The feature was announced with fanfare at Google’s “The Check Up” health event in New York, where it was positioned as a forward-thinking step in personalized health information. Former chief health officer Karen DeSalvo penned a blog post explaining how the feature would help patients connect with lived experiences from people managing similar health conditions. Arthritis sufferers, for example, could discover how others with the same diagnosis approached exercise.

Despite the optimistic launch, the feature did not survive. Google’s spokesperson maintained that safety had nothing to do with its removal, attributing it to a routine streamlining of search page elements. But the explanation fell flat when Google failed to produce a clear, contemporaneous public notice about the change, instead pointing to a blog post that did not reference the feature.

The story unfolds against a backdrop of deepening scrutiny over Google’s AI health tools.
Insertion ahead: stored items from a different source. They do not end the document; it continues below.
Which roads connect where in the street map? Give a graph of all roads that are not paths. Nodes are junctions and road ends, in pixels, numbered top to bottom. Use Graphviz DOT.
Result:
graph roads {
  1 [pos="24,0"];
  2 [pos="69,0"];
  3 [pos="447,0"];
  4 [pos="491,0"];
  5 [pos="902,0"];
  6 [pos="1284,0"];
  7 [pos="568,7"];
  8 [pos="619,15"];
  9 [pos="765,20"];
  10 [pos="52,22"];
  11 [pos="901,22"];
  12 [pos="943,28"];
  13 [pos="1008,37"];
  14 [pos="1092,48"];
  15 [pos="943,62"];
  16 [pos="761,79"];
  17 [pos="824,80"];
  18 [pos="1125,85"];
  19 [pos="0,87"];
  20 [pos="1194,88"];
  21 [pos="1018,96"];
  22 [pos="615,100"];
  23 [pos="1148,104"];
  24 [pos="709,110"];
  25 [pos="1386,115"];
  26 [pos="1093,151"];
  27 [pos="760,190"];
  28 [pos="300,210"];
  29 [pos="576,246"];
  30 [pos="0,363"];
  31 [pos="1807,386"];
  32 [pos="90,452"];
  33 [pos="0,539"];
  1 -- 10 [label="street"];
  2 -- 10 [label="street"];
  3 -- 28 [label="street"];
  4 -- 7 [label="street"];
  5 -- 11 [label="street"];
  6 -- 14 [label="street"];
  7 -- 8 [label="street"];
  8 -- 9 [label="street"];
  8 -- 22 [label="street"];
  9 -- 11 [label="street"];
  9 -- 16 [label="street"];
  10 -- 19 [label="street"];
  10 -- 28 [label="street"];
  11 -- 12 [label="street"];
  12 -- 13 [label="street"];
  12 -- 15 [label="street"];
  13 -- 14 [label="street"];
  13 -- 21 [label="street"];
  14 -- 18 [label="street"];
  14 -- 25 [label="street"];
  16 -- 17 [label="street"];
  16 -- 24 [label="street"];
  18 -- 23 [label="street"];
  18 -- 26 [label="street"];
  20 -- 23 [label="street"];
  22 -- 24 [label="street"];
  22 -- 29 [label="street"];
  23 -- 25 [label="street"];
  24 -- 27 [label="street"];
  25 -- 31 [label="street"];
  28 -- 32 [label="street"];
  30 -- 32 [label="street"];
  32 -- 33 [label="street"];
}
An investigation published earlier this year found that Google’s AI Overviews were delivering false health information to billions of users. That finding prompted Google to disable AI Overviews for some medical searches, though critics noted the response was slow and incomplete.

As Google schedules its next health event to tout AI-powered medical innovations, the abrupt end of “What People Suggest” serves as a cautionary tale. Building credibility in the health AI space requires more than impressive launch events and bold promises. It demands consistent quality, transparent communication, and a willingness to publicly own and explain product failures.